In phase 1 there are:
Boteler Reach and Dovecote Drive: what is now the village pond was originally a carp pond created by Sir William Boteler to supply fish for the Manor table. Later his wife Elizabeth built by the pond the dovecote to supply meat and eggs for the table and fertiliser for the fields.
Peacock Lane, Manning Mews and Whitworth Walk: commemorating farmers at what were then working working farms in the village over the years, including Grove Farm, Church Farm, Green Farm and Honeyhill Farm.
The Smithy and Wheelwright Way: remembering two essential trades that supported the village farmers.
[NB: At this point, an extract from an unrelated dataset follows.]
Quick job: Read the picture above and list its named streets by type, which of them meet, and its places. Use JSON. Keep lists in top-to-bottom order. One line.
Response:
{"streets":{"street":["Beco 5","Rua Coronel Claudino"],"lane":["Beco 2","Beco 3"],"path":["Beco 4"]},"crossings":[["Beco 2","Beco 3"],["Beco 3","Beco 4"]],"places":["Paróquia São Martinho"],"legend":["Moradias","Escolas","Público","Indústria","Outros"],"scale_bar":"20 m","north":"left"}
Within The Smithy are Summerlin House and Davison House, remembering two long serving village blacksmiths Frederick Summerlin (43 years) and his successor William Davison (45 years).
Within Wheelwright way is Hebbes House remembering Alfred Hebbes the village wheelwright in Duck End Lane for 50 years.
In phase 2 will be:
Howard Way and Rawlins Reach: Charles Howard was a farmer at Manor Farm of international renown as a sheep breeder, particularly for his Oxford Down rams and flock. When he died in 1895 some 600 people attended his funeral in the village, many having to stand in the churchyard. Fred Rawlins farmed for many decades of the 1900s at Honeyhill Farm and later at Church Farm which by then included Manor, Honeyhill and Grove farms, some 1,000 acres in total.
Shepherd Lane and Carpenter Close: remembering two other occupations that supported the village farmers.
Campion Road and King Lane: Campion was Charles Howard’s shepherd and Harry King was carpenter for the Biddenham Estate and was in charge of the work undertaken in 1932 to restore the dovecote, which sadly was later mysteriously demolished early one morning in 1966.
And more good news, the Parish Council being keen to support the history of the village would like to do this by extending the village Heritage Trail bringing in the archaeological discoveries in the land off Gold Lane. It would also like to explore how the trail could be linked to the development north of Bromham Road. And hopefully new heritage boards could also explain the history behind the road names that have been chosen.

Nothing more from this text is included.